====== Records provided

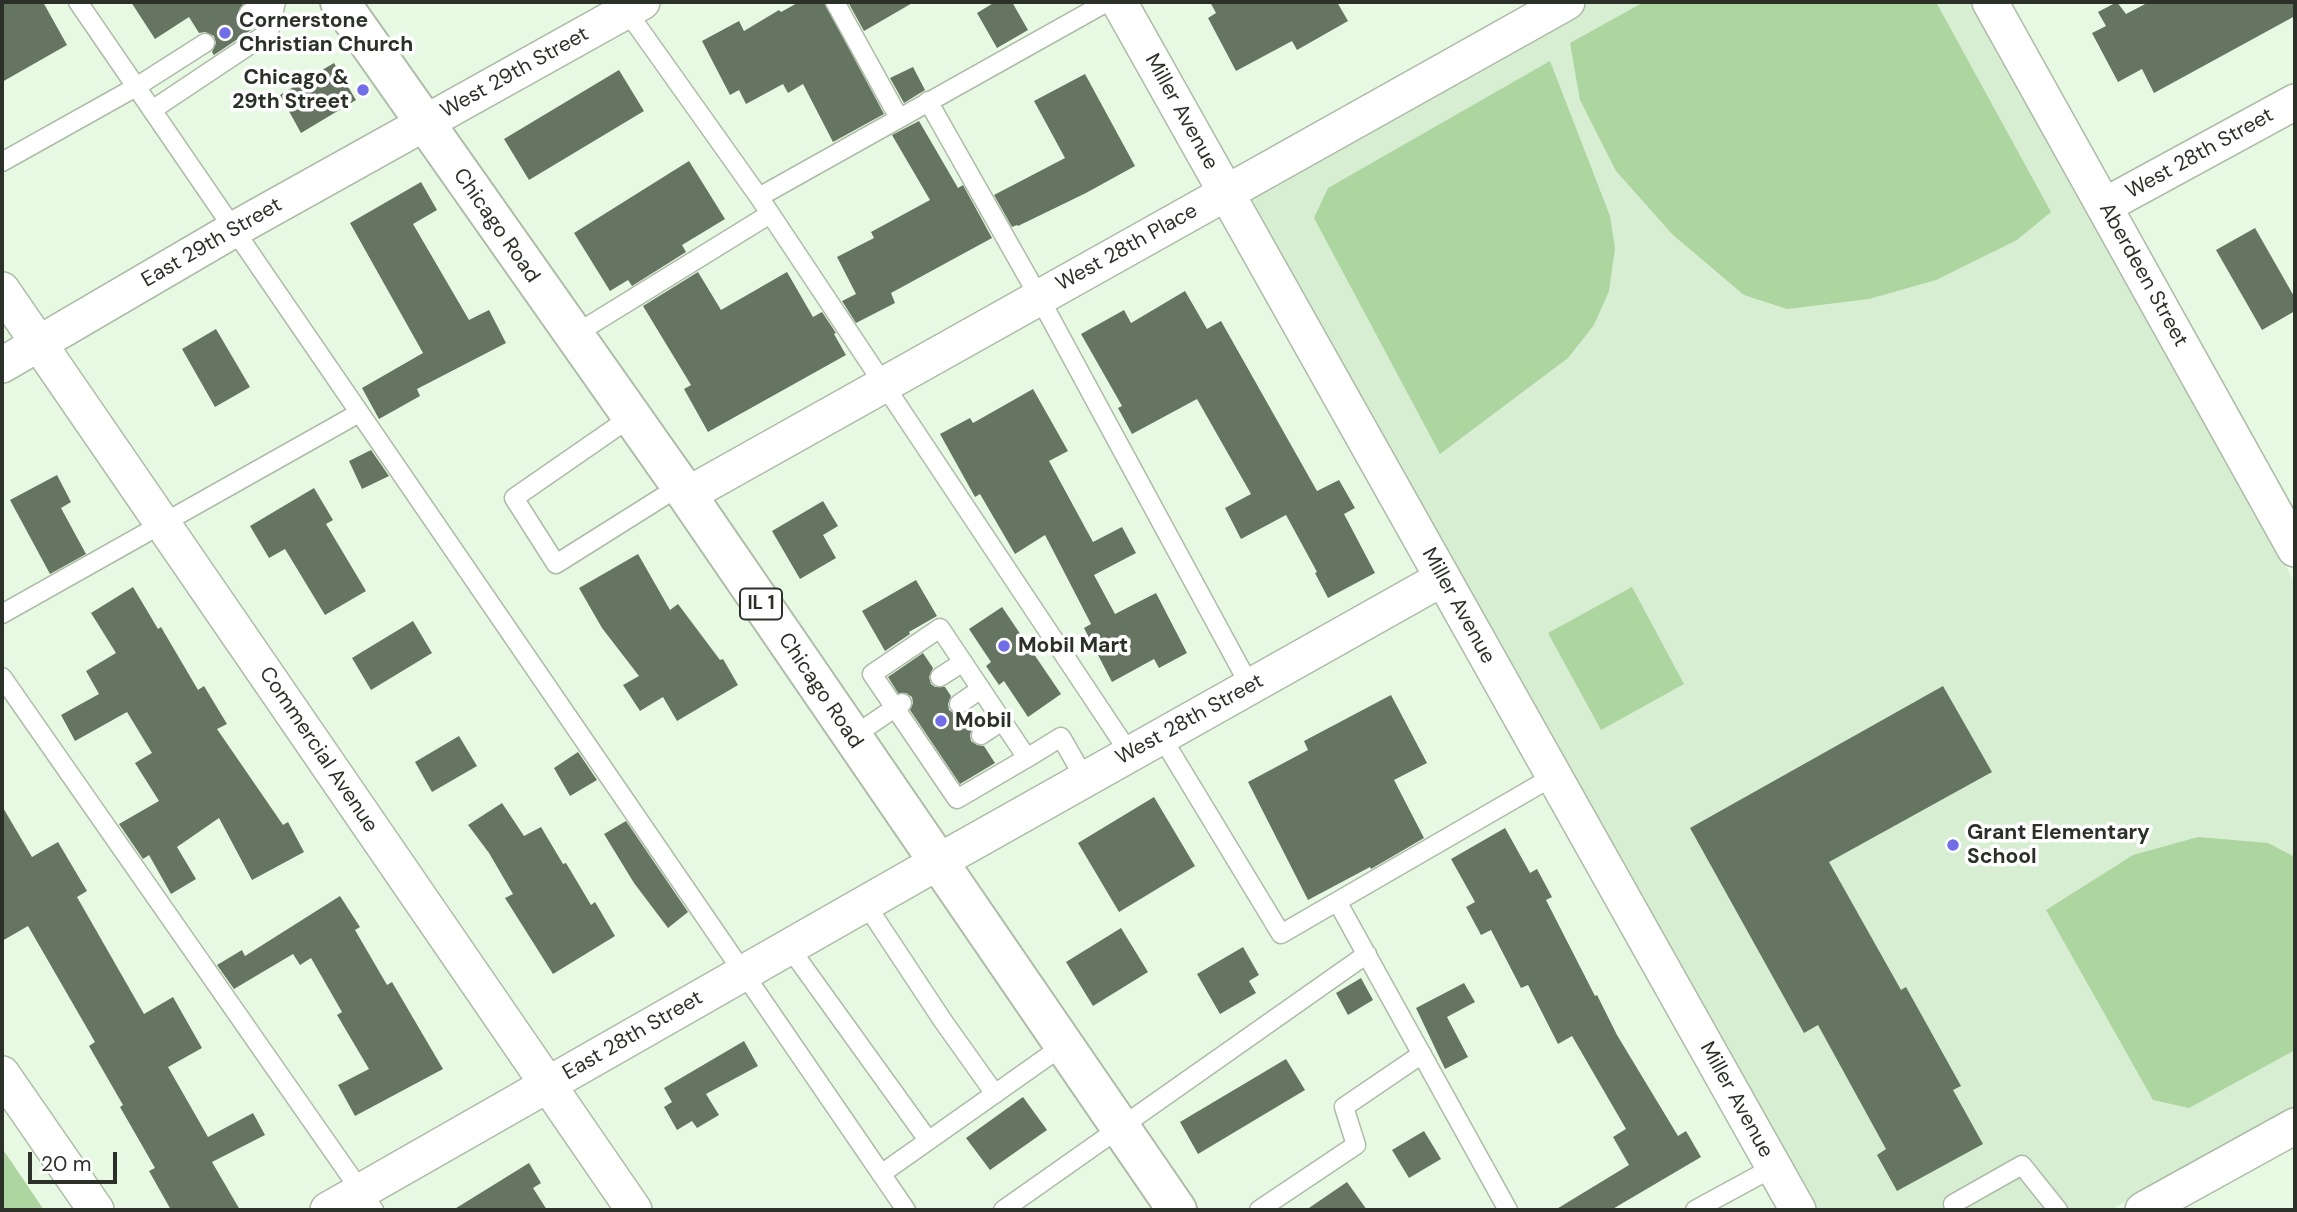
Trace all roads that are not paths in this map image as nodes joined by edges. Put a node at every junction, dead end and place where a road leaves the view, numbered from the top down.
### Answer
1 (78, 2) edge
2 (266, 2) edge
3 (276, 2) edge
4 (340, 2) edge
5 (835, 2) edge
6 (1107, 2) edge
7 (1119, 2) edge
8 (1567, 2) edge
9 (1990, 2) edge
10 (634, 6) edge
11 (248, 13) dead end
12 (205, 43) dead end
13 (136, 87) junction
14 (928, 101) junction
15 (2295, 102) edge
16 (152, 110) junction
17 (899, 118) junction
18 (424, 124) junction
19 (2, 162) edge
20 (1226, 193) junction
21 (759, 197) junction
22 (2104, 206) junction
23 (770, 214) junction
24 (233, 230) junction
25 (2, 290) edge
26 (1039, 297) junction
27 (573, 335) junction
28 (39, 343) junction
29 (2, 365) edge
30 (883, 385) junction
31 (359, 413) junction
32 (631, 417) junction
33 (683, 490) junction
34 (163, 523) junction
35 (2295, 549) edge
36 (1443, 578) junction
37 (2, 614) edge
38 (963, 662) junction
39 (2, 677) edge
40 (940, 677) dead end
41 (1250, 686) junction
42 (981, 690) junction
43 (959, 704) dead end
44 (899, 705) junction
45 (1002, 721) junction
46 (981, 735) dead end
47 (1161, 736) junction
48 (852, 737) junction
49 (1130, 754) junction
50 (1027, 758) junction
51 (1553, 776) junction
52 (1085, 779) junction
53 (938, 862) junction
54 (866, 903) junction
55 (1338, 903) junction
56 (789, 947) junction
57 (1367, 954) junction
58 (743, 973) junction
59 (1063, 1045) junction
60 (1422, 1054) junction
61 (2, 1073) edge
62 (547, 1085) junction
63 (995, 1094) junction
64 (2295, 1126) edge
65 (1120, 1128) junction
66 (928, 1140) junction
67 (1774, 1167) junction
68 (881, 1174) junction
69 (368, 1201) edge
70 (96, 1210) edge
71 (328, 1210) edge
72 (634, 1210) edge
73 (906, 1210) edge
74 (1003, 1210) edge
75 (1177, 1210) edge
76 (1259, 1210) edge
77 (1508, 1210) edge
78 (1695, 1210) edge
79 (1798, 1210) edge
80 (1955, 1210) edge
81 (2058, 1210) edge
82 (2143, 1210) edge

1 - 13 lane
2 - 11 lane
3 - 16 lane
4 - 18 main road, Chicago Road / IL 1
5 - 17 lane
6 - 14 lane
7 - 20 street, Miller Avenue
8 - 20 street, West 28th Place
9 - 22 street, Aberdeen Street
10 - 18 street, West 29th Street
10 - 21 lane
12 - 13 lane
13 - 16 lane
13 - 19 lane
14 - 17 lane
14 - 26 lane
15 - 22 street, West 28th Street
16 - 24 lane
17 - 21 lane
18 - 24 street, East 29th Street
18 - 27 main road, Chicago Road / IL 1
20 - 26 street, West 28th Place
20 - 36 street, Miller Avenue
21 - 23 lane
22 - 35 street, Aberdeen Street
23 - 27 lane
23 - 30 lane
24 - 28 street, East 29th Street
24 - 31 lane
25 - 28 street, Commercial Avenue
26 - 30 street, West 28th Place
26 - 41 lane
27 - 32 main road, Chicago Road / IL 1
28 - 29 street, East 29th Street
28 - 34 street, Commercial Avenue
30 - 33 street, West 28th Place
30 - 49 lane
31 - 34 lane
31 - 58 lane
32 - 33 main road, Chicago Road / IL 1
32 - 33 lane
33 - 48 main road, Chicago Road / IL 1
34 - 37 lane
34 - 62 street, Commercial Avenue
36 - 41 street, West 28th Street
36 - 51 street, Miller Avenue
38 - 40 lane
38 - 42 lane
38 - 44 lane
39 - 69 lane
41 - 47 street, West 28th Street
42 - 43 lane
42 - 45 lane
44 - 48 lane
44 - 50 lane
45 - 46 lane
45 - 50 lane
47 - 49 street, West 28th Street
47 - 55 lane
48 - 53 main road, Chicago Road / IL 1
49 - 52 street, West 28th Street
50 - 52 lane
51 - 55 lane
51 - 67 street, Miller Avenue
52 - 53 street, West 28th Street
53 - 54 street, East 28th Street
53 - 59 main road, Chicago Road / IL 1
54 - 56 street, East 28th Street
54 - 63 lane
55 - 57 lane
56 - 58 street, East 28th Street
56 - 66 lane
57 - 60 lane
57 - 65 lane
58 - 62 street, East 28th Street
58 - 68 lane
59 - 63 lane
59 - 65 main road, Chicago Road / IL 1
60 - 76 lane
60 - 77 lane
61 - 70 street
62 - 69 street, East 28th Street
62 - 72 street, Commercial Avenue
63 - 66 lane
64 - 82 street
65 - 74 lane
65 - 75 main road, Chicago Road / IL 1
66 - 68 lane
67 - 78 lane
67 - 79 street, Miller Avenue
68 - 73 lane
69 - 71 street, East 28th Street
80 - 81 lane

============

__Exercise instructions__
Give the data again word for word, without pictures.

__Response to this exercise__
Trace all roads that are not paths in this map image as nodes joined by edges. Put a node at every junction, dead end and place where a road leaves the view, numbered from the top down.
### Answer
1 (78, 2) edge
2 (266, 2) edge
3 (276, 2) edge
4 (340, 2) edge
5 (835, 2) edge
6 (1107, 2) edge
7 (1119, 2) edge
8 (1567, 2) edge
9 (1990, 2) edge
10 (634, 6) edge
11 (248, 13) dead end
12 (205, 43) dead end
13 (136, 87) junction
14 (928, 101) junction
15 (2295, 102) edge
16 (152, 110) junction
17 (899, 118) junction
18 (424, 124) junction
19 (2, 162) edge
20 (1226, 193) junction
21 (759, 197) junction
22 (2104, 206) junction
23 (770, 214) junction
24 (233, 230) junction
25 (2, 290) edge
26 (1039, 297) junction
27 (573, 335) junction
28 (39, 343) junction
29 (2, 365) edge
30 (883, 385) junction
31 (359, 413) junction
32 (631, 417) junction
33 (683, 490) junction
34 (163, 523) junction
35 (2295, 549) edge
36 (1443, 578) junction
37 (2, 614) edge
38 (963, 662) junction
39 (2, 677) edge
40 (940, 677) dead end
41 (1250, 686) junction
42 (981, 690) junction
43 (959, 704) dead end
44 (899, 705) junction
45 (1002, 721) junction
46 (981, 735) dead end
47 (1161, 736) junction
48 (852, 737) junction
49 (1130, 754) junction
50 (1027, 758) junction
51 (1553, 776) junction
52 (1085, 779) junction
53 (938, 862) junction
54 (866, 903) junction
55 (1338, 903) junction
56 (789, 947) junction
57 (1367, 954) junction
58 (743, 973) junction
59 (1063, 1045) junction
60 (1422, 1054) junction
61 (2, 1073) edge
62 (547, 1085) junction
63 (995, 1094) junction
64 (2295, 1126) edge
65 (1120, 1128) junction
66 (928, 1140) junction
67 (1774, 1167) junction
68 (881, 1174) junction
69 (368, 1201) edge
70 (96, 1210) edge
71 (328, 1210) edge
72 (634, 1210) edge
73 (906, 1210) edge
74 (1003, 1210) edge
75 (1177, 1210) edge
76 (1259, 1210) edge
77 (1508, 1210) edge
78 (1695, 1210) edge
79 (1798, 1210) edge
80 (1955, 1210) edge
81 (2058, 1210) edge
82 (2143, 1210) edge

1 - 13 lane
2 - 11 lane
3 - 16 lane
4 - 18 main road, Chicago Road / IL 1
5 - 17 lane
6 - 14 lane
7 - 20 street, Miller Avenue
8 - 20 street, West 28th Place
9 - 22 street, Aberdeen Street
10 - 18 street, West 29th Street
10 - 21 lane
12 - 13 lane
13 - 16 lane
13 - 19 lane
14 - 17 lane
14 - 26 lane
15 - 22 street, West 28th Street
16 - 24 lane
17 - 21 lane
18 - 24 street, East 29th Street
18 - 27 main road, Chicago Road / IL 1
20 - 26 street, West 28th Place
20 - 36 street, Miller Avenue
21 - 23 lane
22 - 35 street, Aberdeen Street
23 - 27 lane
23 - 30 lane
24 - 28 street, East 29th Street
24 - 31 lane
25 - 28 street, Commercial Avenue
26 - 30 street, West 28th Place
26 - 41 lane
27 - 32 main road, Chicago Road / IL 1
28 - 29 street, East 29th Street
28 - 34 street, Commercial Avenue
30 - 33 street, West 28th Place
30 - 49 lane
31 - 34 lane
31 - 58 lane
32 - 33 main road, Chicago Road / IL 1
32 - 33 lane
33 - 48 main road, Chicago Road / IL 1
34 - 37 lane
34 - 62 street, Commercial Avenue
36 - 41 street, West 28th Street
36 - 51 street, Miller Avenue
38 - 40 lane
38 - 42 lane
38 - 44 lane
39 - 69 lane
41 - 47 street, West 28th Street
42 - 43 lane
42 - 45 lane
44 - 48 lane
44 - 50 lane
45 - 46 lane
45 - 50 lane
47 - 49 street, West 28th Street
47 - 55 lane
48 - 53 main road, Chicago Road / IL 1
49 - 52 street, West 28th Street
50 - 52 lane
51 - 55 lane
51 - 67 street, Miller Avenue
52 - 53 street, West 28th Street
53 - 54 street, East 28th Street
53 - 59 main road, Chicago Road / IL 1
54 - 56 street, East 28th Street
54 - 63 lane
55 - 57 lane
56 - 58 street, East 28th Street
56 - 66 lane
57 - 60 lane
57 - 65 lane
58 - 62 street, East 28th Street
58 - 68 lane
59 - 63 lane
59 - 65 main road, Chicago Road / IL 1
60 - 76 lane
60 - 77 lane
61 - 70 street
62 - 69 street, East 28th Street
62 - 72 street, Commercial Avenue
63 - 66 lane
64 - 82 street
65 - 74 lane
65 - 75 main road, Chicago Road / IL 1
66 - 68 lane
67 - 78 lane
67 - 79 street, Miller Avenue
68 - 73 lane
69 - 71 street, East 28th Street
80 - 81 lane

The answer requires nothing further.